A similar dilemma over who takes the spotlight troubles Teddy, a dilemma that grows exponentially when his father-in-law offers the possibility of his own fame and influence as a politician. Armed with his old-Hollywood good looks and leonine sang-froid, Boothe invests Lamar’s gentlest word with unmistakable menace. “Fate,” he explains to Teddy, “is what befalls a man who fails to act. Destiny is for men who refuse to accept their failures as their fate.” As Teddy appears uncertain over how and why he is being played, Lamar moves in for the kill. “We’ve all had failures, Teddy. Don’t let them define you. Let them refine you.” For a moment, Teddy’s consciousness of his own weaknesses flickers across Close’s face, and then vanity kicks in. Teddy’s small, modest smile mirrors Lamar’s own triumph: both have gained a weapon against Rayna, the one woman who won’t buckle down to what they want.

Just so, each of Nashville‘s scenes builds not one story but multiple story arcs, as open-ended as the viewer’s imagination. This even as it harks back to the days of Dallas and Dynasty, premised on a single throughline, namely, the spectacle of rich folks screwing up their lives. The premiere episode is full of clichés to this effect, melding All About Eve and the Grand Ole Opry in Rayna and Juliette’s ongoing catfight and treacherous mutual seduction.

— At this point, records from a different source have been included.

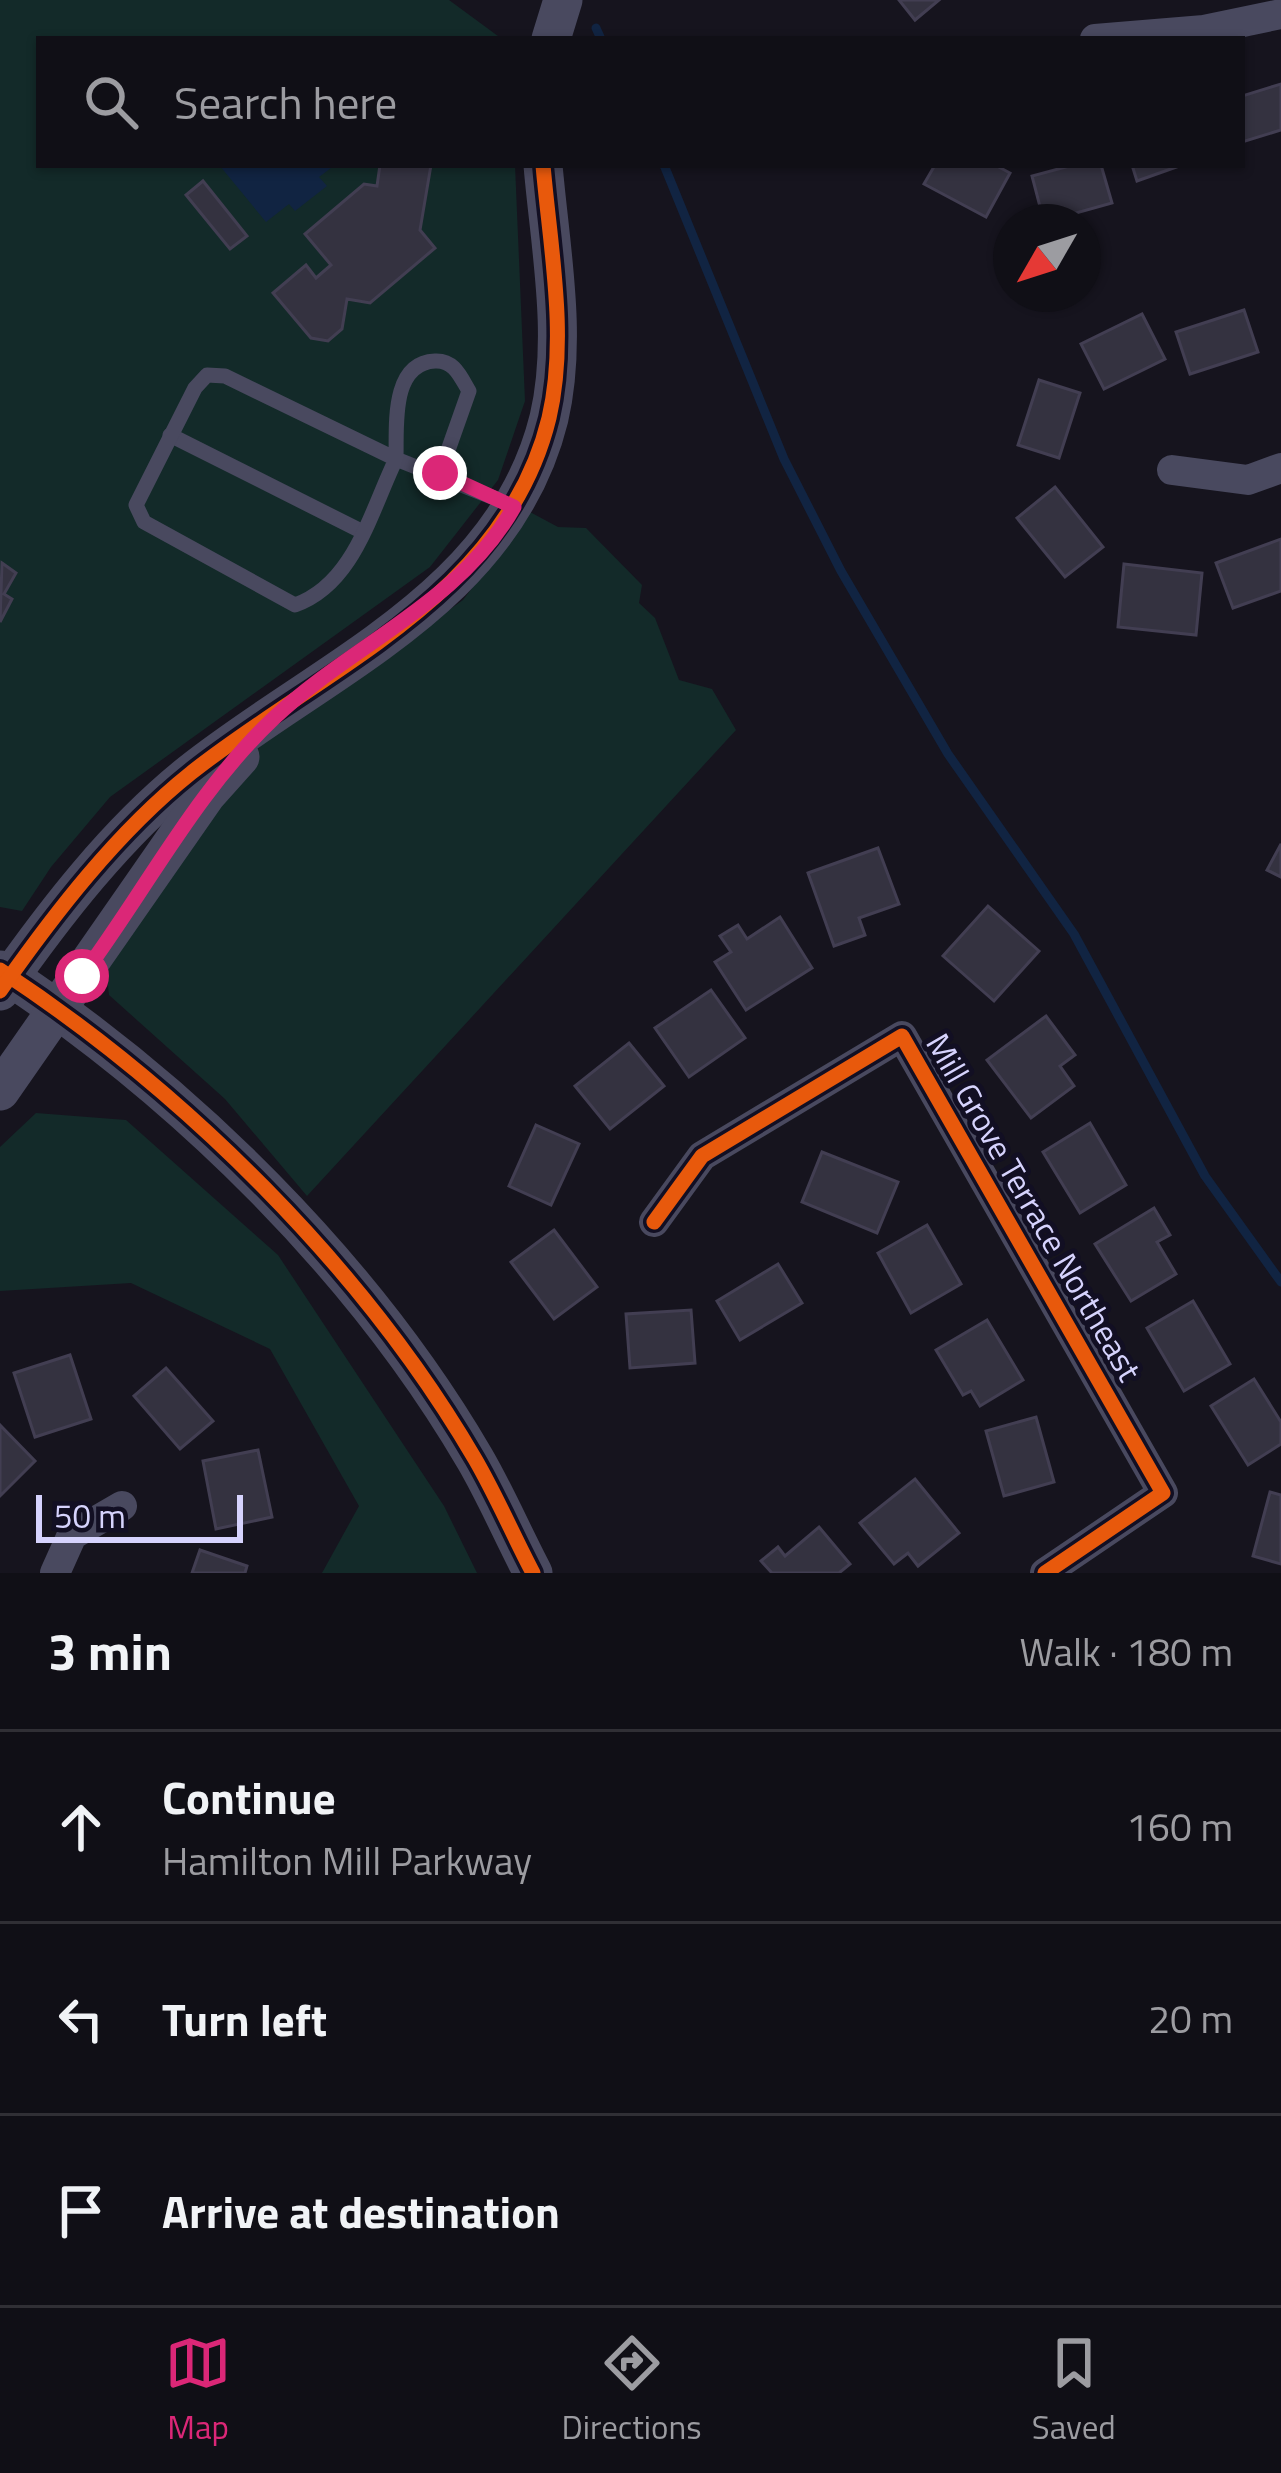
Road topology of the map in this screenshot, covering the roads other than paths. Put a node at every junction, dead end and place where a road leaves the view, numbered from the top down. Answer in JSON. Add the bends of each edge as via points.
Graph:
{"nodes":[{"id":1,"x":563,"y":0,"type":"edge"},
{"id":2,"x":1281,"y":14,"type":"edge"},
{"id":3,"x":552,"y":36,"type":"edge"},
{"id":4,"x":1131,"y":36,"type":"edge"},
{"id":5,"x":543,"y":168,"type":"edge"},
{"id":6,"x":170,"y":435,"type":"junction"},
{"id":7,"x":396,"y":459,"type":"junction"},
{"id":8,"x":1281,"y":468,"type":"edge"},
{"id":9,"x":1172,"y":470,"type":"dead end"},
{"id":10,"x":440,"y":473,"type":"junction"},
{"id":11,"x":514,"y":507,"type":"junction"},
{"id":12,"x":361,"y":531,"type":"junction"},
{"id":13,"x":275,"y":717,"type":"junction"},
{"id":14,"x":3,"y":979,"type":"edge"},
{"id":15,"x":58,"y":1008,"type":"junction"},
{"id":16,"x":0,"y":1091,"type":"edge"},
{"id":17,"x":654,"y":1222,"type":"dead end"},
{"id":18,"x":122,"y":1506,"type":"dead end"},
{"id":19,"x":56,"y":1573,"type":"edge"},
{"id":20,"x":532,"y":1573,"type":"edge"},
{"id":21,"x":1045,"y":1573,"type":"edge"}],
"edges":[{"from":1,"to":3,"type":"street"},
{"from":2,"to":4,"type":"street"},
{"from":5,"to":11,"type":"street","via":[[557,354],[549,417]]},
{"from":6,"to":7,"type":"lane","via":[[207,375],[225,376]]},
{"from":6,"to":12,"type":"lane"},
{"from":6,"to":12,"type":"lane","via":[[136,505],[144,522],[295,605],[342,576]]},
{"from":7,"to":10,"type":"lane"},
{"from":7,"to":10,"type":"lane","via":[[404,382],[418,364],[440,360],[456,368],[469,391]]},
{"from":7,"to":12,"type":"lane"},
{"from":8,"to":9,"type":"street","via":[[1248,480]]},
{"from":10,"to":11,"type":"lane"},
{"from":11,"to":13,"type":"street","via":[[438,594]]},
{"from":13,"to":14,"type":"street","via":[[133,823]]},
{"from":13,"to":15,"type":"street","via":[[206,795]]},
{"from":14,"to":15,"type":"street"},
{"from":15,"to":16,"type":"street"},
{"from":15,"to":20,"type":"street","via":[[220,1142],[396,1342],[474,1458]]},
{"from":17,"to":21,"type":"street","name":"Mill Grove Terrace Northeast","via":[[702,1156],[902,1036],[1163,1493]]},
{"from":18,"to":19,"type":"street","via":[[72,1535]]}]}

These narrative sensations are set against a backdrop that promises complications, not all of them good. Nashville is yet another contemporary TV show that chooses its location and its theme to rationalize an almost wholly white cast, and also to pathologize poverty — unless it’s the struggling artist as temping waitress kind. In Nashville, greed is good, even if it is cloaked in an obeisance to art. By the same token, power is white, sex is a weapon, and the chance of two strong and talented women making common cause seems as unlikely as the sighting of a unicorn.